Let us try that last attempt ourselves, shall we?
So, a room. It is the sort of room that a character in a dystopian or science-fiction story would awaken in, wondering where (or even what) they were. It is the sort of room that a number of tertiary characters, their voices indistinguishable thanks to lazy characterization, would occupy to have a rambling conversation that both lacks dialogue tags and does not further the plot in any meaningful way. It is a room that those without easy access to a dictionary might describe as cringing or insouciant.

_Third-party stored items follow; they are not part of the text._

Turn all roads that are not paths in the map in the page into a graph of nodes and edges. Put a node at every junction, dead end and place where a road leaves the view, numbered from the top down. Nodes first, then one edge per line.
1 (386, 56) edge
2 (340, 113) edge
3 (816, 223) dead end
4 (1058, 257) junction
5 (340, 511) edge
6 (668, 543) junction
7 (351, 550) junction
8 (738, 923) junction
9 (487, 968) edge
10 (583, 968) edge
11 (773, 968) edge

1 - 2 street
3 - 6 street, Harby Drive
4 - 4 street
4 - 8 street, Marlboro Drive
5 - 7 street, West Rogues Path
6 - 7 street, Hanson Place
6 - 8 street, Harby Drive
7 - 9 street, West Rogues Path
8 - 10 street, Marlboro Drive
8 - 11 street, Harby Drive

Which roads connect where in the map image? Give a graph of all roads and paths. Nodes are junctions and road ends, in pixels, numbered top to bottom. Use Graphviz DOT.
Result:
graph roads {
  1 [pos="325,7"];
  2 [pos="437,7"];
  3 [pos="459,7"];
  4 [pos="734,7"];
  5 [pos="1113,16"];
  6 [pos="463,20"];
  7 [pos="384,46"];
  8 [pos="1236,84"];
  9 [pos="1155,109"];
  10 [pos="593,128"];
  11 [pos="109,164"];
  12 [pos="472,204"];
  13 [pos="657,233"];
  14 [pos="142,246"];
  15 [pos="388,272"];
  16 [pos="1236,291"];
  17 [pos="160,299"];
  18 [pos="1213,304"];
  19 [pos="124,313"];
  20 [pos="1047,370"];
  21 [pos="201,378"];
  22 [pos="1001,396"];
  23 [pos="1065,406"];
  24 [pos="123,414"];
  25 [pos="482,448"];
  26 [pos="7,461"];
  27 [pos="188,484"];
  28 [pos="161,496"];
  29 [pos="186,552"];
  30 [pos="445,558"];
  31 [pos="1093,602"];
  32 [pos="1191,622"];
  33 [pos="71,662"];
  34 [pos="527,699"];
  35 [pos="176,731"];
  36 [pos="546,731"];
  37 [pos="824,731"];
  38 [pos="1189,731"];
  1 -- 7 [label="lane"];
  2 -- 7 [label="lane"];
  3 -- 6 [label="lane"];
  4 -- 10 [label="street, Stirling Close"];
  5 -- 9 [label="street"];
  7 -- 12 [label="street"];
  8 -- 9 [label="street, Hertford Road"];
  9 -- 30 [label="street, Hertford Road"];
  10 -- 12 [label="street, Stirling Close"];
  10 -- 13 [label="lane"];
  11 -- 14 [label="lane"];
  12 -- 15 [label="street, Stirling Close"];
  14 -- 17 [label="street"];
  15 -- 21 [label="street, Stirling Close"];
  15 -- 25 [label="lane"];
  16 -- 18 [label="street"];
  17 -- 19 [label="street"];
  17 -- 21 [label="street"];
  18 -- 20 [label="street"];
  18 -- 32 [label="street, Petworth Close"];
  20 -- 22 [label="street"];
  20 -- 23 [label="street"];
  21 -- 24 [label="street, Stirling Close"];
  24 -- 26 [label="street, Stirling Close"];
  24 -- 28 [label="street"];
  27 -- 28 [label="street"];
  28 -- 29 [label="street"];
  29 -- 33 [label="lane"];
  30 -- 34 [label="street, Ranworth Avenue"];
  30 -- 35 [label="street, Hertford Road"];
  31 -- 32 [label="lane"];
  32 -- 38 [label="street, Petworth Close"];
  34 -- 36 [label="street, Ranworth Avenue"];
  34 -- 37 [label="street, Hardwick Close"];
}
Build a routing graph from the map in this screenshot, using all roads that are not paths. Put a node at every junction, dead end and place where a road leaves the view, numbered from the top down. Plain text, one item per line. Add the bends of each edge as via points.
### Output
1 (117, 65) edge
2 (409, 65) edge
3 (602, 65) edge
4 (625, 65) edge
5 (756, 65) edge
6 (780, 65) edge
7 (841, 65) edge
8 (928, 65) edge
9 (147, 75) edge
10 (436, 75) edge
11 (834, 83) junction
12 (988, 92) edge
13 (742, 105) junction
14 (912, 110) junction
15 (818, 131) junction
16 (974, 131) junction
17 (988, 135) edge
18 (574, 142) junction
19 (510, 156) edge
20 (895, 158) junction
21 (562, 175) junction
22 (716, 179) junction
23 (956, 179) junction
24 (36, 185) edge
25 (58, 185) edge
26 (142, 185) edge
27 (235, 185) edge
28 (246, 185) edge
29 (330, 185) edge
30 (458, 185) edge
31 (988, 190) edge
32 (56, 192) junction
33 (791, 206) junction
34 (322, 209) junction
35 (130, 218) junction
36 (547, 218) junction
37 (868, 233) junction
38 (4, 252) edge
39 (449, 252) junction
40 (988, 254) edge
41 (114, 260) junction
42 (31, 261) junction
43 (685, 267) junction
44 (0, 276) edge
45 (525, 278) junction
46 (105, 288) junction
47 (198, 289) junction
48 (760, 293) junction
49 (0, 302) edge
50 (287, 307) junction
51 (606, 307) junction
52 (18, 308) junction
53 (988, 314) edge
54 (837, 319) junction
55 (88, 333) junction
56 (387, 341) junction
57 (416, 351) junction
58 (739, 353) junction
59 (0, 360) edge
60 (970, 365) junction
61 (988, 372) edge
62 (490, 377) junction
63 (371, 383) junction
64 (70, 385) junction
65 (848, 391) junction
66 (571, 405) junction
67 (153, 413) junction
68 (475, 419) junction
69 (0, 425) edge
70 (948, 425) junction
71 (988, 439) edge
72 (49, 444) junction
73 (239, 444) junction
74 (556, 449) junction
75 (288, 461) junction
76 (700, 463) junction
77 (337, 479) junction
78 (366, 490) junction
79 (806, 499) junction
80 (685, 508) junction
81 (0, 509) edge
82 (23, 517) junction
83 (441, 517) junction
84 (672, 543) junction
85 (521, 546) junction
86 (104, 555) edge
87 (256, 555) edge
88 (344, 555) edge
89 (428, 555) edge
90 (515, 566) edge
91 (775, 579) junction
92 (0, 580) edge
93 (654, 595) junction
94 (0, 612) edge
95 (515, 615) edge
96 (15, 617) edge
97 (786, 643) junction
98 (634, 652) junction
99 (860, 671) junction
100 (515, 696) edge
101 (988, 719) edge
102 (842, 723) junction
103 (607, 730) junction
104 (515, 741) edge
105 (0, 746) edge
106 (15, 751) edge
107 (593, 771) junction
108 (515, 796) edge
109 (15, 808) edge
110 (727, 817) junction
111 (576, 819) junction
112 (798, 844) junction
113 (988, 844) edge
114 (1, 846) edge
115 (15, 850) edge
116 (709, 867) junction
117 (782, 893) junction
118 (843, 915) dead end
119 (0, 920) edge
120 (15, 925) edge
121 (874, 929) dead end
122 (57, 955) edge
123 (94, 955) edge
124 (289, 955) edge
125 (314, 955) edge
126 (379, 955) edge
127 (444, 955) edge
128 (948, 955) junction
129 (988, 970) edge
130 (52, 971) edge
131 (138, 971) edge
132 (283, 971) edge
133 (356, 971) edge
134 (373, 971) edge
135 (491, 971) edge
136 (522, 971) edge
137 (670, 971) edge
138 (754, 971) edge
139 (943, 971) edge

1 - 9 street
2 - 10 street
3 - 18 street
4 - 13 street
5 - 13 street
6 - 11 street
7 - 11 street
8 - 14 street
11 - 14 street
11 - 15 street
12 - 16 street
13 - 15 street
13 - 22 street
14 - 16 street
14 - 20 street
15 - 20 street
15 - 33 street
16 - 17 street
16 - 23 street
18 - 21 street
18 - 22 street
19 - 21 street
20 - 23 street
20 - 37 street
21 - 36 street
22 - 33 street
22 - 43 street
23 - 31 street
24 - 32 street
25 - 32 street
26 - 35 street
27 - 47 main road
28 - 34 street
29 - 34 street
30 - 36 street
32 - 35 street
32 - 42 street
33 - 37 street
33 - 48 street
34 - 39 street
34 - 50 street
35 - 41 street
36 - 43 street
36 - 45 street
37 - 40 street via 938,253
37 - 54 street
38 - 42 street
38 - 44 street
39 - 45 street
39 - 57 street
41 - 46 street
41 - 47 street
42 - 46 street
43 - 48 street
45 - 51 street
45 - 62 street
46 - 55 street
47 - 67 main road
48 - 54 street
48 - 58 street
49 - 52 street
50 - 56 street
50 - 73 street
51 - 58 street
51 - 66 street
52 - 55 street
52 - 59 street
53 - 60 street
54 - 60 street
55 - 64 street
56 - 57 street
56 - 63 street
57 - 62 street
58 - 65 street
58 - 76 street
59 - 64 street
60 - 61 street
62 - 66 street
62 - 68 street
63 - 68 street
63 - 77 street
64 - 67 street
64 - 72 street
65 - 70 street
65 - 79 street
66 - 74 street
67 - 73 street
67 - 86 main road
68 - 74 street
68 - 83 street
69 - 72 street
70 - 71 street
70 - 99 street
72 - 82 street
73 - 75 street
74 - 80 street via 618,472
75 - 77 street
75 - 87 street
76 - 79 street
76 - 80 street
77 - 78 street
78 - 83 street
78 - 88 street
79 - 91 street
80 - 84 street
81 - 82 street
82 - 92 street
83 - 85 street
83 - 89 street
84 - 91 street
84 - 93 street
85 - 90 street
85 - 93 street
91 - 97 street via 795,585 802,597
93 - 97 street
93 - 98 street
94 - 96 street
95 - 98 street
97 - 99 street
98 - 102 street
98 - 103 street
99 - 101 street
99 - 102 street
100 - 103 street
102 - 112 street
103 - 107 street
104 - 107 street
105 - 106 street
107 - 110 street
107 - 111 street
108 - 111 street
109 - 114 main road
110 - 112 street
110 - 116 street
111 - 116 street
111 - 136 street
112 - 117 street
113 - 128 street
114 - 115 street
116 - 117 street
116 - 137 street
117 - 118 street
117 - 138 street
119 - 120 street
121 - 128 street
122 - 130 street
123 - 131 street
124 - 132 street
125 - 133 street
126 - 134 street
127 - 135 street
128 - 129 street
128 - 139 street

The walls of the room are white, of course, though the exact
nature of the whiteness of the room is currently in dispute. Color theorists and employees of a local
paint store are currently engaged in a bitter feud about whether or not the
room is a light grey or bone-colored.
The sole holdout who insisted that the room was ecru has been summarily
drummed out of the discussion, but not before pointing out that ecru is a very
light beige and that beige, of course, is one of the most unremarkable colors
known to humanity.
It is fortunate indeed that your humble author is
colorblind, and can therefore pay little heed to this intractable
discussion. Let us move on.
One might imagine that the room has no features, for
features are interesting by their very nature and therefore worthy of
description. The floors and ceiling are
thus also white (or ecru), presumably, although one might think it worth
mentioning that the floor is painted white.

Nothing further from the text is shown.